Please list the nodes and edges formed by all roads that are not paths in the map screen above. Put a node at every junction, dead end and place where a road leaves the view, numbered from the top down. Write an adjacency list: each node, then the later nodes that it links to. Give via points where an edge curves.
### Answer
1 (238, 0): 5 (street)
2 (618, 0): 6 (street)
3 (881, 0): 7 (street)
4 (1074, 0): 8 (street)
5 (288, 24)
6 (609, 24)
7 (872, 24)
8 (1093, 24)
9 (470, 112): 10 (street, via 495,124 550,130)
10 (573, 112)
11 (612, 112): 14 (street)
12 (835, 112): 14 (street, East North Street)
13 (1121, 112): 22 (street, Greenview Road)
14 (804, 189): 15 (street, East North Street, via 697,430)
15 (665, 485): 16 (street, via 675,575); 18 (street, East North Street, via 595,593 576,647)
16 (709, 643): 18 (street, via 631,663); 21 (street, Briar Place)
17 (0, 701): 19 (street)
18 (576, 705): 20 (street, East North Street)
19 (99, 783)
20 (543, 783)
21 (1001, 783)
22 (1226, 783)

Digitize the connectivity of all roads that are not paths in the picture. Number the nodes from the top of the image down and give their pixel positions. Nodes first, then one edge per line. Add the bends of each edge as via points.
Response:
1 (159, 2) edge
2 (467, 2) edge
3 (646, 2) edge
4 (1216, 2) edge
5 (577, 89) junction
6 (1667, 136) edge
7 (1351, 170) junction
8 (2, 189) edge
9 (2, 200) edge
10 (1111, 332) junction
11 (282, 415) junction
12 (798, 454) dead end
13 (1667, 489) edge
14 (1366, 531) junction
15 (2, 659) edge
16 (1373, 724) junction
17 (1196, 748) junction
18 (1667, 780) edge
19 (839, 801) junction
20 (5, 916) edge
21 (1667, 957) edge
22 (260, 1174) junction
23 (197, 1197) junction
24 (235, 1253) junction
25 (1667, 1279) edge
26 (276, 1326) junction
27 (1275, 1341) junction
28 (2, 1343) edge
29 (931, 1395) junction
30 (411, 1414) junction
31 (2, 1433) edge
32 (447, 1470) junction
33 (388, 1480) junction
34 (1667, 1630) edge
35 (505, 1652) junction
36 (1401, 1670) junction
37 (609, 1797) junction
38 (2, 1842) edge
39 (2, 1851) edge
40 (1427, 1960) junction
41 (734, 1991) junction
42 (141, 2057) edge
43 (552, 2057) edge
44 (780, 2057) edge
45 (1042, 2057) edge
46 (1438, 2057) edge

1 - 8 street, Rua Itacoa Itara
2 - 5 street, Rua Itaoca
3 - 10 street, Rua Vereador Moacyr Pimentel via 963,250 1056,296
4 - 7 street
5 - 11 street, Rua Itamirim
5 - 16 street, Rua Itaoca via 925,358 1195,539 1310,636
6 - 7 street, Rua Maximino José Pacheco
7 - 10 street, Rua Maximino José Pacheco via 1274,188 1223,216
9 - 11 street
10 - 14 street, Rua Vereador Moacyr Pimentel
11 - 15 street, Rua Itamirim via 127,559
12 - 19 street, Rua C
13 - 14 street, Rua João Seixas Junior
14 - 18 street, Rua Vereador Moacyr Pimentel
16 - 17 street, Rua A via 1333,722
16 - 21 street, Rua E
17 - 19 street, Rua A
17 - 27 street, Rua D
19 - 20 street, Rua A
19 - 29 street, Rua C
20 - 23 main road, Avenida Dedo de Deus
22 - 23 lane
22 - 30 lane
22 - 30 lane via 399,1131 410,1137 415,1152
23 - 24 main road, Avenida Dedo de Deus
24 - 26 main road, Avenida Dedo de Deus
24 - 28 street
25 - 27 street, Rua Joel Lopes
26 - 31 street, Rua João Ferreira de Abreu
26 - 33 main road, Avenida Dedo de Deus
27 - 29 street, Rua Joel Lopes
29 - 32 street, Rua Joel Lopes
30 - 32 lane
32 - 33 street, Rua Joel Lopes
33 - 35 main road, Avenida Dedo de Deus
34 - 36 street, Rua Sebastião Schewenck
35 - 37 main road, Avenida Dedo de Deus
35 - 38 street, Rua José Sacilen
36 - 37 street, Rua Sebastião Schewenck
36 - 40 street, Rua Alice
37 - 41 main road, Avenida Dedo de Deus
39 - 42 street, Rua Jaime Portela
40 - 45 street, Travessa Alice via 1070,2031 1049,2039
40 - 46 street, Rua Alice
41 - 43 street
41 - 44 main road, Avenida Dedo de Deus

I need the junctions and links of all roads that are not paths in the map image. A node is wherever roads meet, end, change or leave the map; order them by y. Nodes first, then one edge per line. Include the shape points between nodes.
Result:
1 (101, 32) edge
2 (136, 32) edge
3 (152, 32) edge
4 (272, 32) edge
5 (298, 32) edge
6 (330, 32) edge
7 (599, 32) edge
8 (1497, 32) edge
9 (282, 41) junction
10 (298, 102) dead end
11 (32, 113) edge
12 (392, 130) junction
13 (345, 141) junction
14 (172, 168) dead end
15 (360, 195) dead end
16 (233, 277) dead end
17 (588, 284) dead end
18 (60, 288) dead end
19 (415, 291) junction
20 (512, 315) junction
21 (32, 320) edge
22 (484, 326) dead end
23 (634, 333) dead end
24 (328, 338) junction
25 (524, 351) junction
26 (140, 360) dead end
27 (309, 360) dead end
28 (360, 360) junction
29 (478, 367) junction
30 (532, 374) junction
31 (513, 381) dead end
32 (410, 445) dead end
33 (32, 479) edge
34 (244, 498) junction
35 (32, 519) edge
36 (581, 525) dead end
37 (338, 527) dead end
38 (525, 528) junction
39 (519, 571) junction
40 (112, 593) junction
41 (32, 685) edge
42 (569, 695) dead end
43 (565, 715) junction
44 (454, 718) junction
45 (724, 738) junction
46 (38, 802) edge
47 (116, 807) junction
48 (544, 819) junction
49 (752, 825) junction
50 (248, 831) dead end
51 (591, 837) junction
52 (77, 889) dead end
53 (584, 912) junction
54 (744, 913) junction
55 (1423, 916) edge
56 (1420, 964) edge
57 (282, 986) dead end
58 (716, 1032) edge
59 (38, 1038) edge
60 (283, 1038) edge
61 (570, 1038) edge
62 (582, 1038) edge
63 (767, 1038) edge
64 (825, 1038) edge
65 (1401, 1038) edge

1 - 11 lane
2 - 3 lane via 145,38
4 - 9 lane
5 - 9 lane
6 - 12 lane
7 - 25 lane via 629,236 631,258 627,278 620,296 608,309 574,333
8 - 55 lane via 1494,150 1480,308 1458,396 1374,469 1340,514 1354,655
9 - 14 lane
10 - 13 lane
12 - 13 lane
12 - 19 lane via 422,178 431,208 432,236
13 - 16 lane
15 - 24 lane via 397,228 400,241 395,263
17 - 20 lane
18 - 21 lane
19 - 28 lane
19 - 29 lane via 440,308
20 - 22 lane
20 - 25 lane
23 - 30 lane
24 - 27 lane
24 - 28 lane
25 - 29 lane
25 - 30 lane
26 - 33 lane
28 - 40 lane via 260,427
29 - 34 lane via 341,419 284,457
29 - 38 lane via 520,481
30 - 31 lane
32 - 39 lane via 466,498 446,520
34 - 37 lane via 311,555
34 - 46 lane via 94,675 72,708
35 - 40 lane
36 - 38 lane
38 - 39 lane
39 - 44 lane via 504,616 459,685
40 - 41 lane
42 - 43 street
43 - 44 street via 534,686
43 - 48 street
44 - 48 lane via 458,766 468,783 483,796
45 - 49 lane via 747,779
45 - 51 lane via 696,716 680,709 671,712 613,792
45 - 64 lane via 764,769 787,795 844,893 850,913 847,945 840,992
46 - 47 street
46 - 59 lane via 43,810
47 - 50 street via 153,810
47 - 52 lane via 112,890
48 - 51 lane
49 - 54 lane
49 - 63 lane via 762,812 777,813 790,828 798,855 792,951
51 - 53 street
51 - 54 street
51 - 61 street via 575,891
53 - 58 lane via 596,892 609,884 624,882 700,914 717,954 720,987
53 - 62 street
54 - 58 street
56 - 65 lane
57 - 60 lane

WORK INSTRUCTIONS: Gather each line of the listing that holds the string "Itaoca".

EXERCISE RESPONSE:
2 - 5 street, Rua Itaoca
5 - 16 street, Rua Itaoca via 925,358 1195,539 1310,636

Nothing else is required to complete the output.